The ministry blamed “terrorist groups” for the attack, but opposition activists said the government was probably behind the blast.
The bombing came two days after an explosion in the central city of Hama razed several homes and caused numerous deaths. Activists and the regime traded accusations in that attack as well.
The attacks mark a further crumbling of the United Nations-backed cease-fire announced this month, meant to start the implementation of a six-point peace plan to end 13 months of violence and unrest.
Since the cease-fire announcement, the bloodshed has escalated as President Bashar Assad’s government continued its crackdown on the opposition. The rebel fighters, who had agreed to the cease-fire, have reportedly taken up arms again.
Moaz, a Damascus activist who asked to be identified by only one name for security reasons, rejected the government’s claim that the bombing was the work of antigovernment forces, pointing out that Midan is an opposition stronghold. The mosque near the attack also has been a focal point for demonstrations, Moaz said.

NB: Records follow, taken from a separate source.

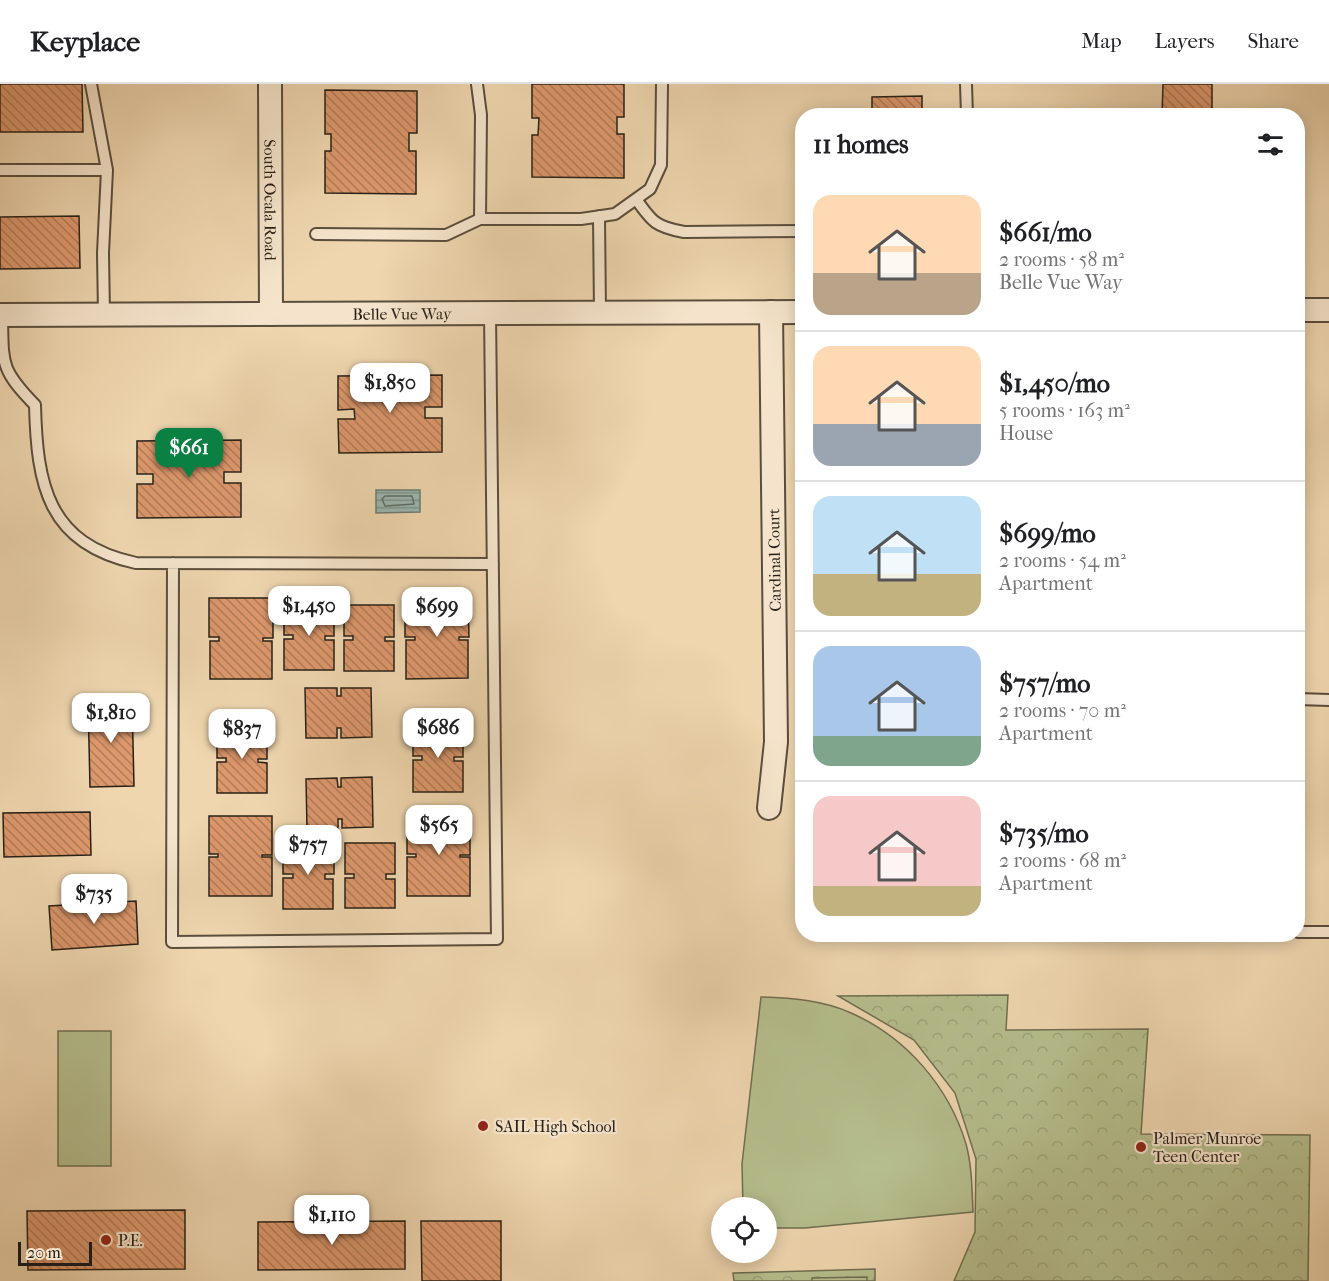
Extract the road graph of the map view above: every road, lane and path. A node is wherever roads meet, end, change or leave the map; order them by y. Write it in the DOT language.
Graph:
graph roads {
  1 [pos="91,84"];
  2 [pos="270,84"];
  3 [pos="477,84"];
  4 [pos="662,84"];
  5 [pos="966,84"];
  6 [pos="967,108"];
  7 [pos="0,170"];
  8 [pos="107,170"];
  9 [pos="636,199"];
  10 [pos="599,216"];
  11 [pos="480,219"];
  12 [pos="795,231"];
  13 [pos="316,234"];
  14 [pos="1305,310"];
  15 [pos="1329,310"];
  16 [pos="771,312"];
  17 [pos="795,312"];
  18 [pos="490,313"];
  19 [pos="600,313"];
  20 [pos="104,314"];
  21 [pos="271,314"];
  22 [pos="1,315"];
  23 [pos="173,563"];
  24 [pos="493,564"];
  25 [pos="1305,699"];
  26 [pos="1329,700"];
  27 [pos="769,808"];
  28 [pos="1305,932"];
  29 [pos="1329,932"];
  1 -- 8 [label="lane"];
  2 -- 21 [label="street, South Ocala Road"];
  3 -- 11 [label="lane"];
  4 -- 9 [label="lane"];
  5 -- 6 [label="lane"];
  7 -- 8 [label="lane"];
  8 -- 20 [label="lane"];
  9 -- 10 [label="lane"];
  9 -- 12 [label="lane"];
  10 -- 11 [label="lane"];
  10 -- 19 [label="lane"];
  11 -- 13 [label="lane"];
  14 -- 15 [label="street"];
  16 -- 17 [label="street, Belle Vue Way"];
  16 -- 19 [label="street, Belle Vue Way"];
  16 -- 27 [label="street, Cardinal Court"];
  18 -- 19 [label="street, Belle Vue Way"];
  18 -- 21 [label="street, Belle Vue Way"];
  18 -- 24 [label="lane"];
  20 -- 21 [label="street, Belle Vue Way"];
  20 -- 22 [label="street, Belle Vue Way"];
  22 -- 23 [label="lane"];
  23 -- 24 [label="lane"];
  23 -- 24 [label="lane"];
  25 -- 26 [label="lane"];
  28 -- 29 [label="lane"];
}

“In Midan on Friday, the security forces are stationed in every mosque and the eyes of the security are on the neighborhood,” he said in an interview using the Skype communications system. “So how does an explosion like this happen?”
The explosion prevented protests in Midan on Friday. But elsewhere in the country, throngs of protesters took to the streets, demanding the ouster of Assad.

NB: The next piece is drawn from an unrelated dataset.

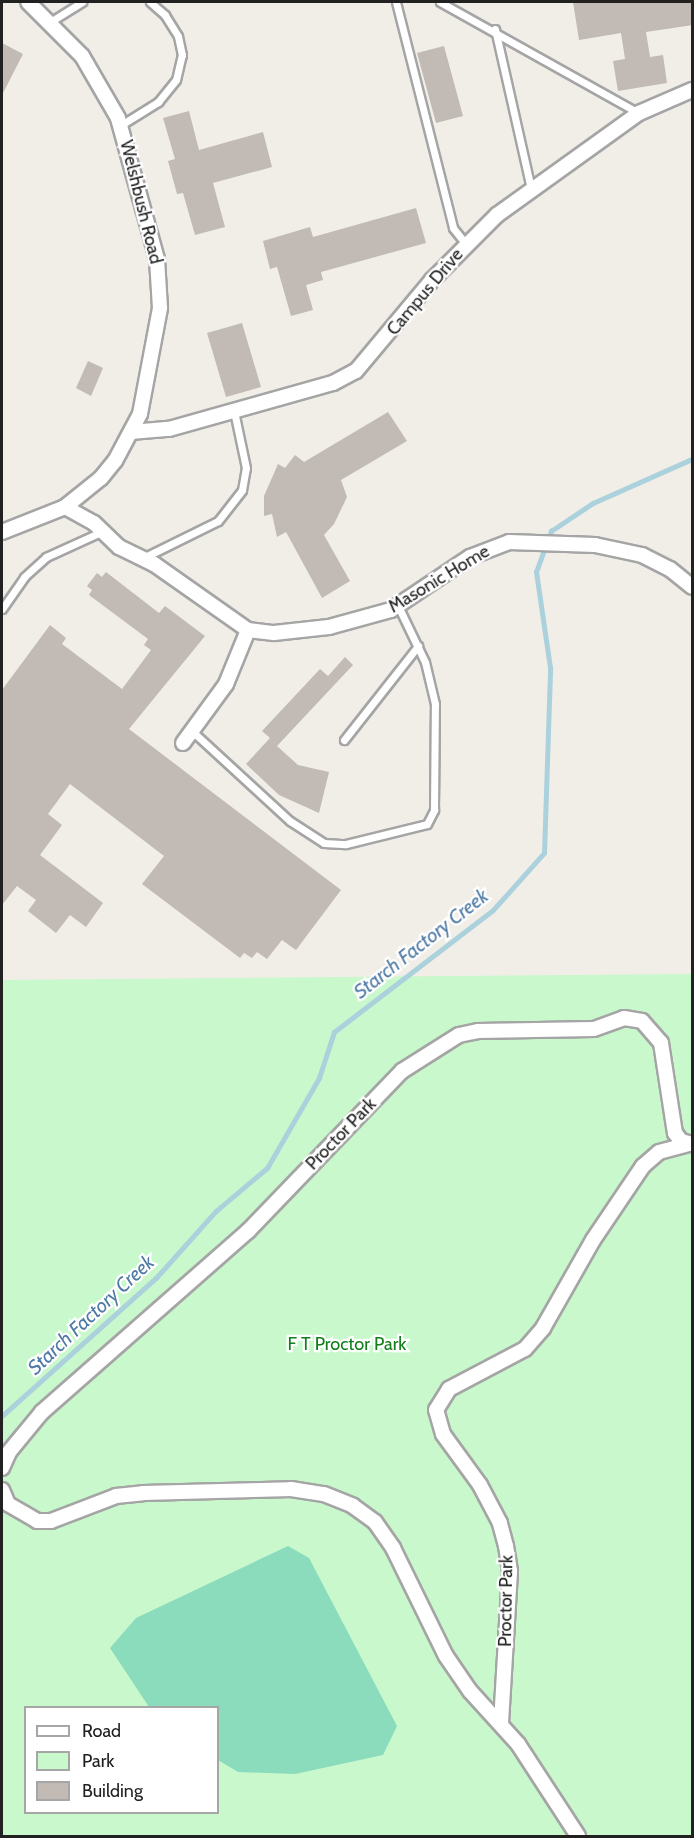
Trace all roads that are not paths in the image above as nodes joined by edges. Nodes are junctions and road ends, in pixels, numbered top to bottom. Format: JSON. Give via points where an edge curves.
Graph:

Activists said government troops opened fire on demonstrations in several areas, including the towns of Dair Alzour, Taseel and the Zahira neighborhood of Damascus. Eleven people were killed and dozens injured, according to activists.
Unlike last week — when U.N. monitors said they would not be out on the streets on Fridays, in a decision that was heavily criticized by opposition activists — the observers visited several volatile areas.
Four monitors were splitting duty in the cities of Homs and Hama, and two others were sent to the southern province of Dara, said Neeraj Singh, a spokesman for the observers. The team of observers stationed in Damascus spent Friday visiting Hama and the northwestern province of Idlib.
“The military observers are all out in the field,” Singh said in an email. “They are maintaining presence in their respective areas and carrying out their activities.”
On Friday,U.N. Secretary-General Ban Ki-moonannounced the appointment of Maj. Gen. Robert Mood of Norway to head the monitoring mission in Syria. The Security Council last week authorized 300 monitors, with the first 100 to be deployed within a month.
So far there are 15 monitors in the country, with another 15 expected to arrive by Monday.
Sandels is a special correspondent.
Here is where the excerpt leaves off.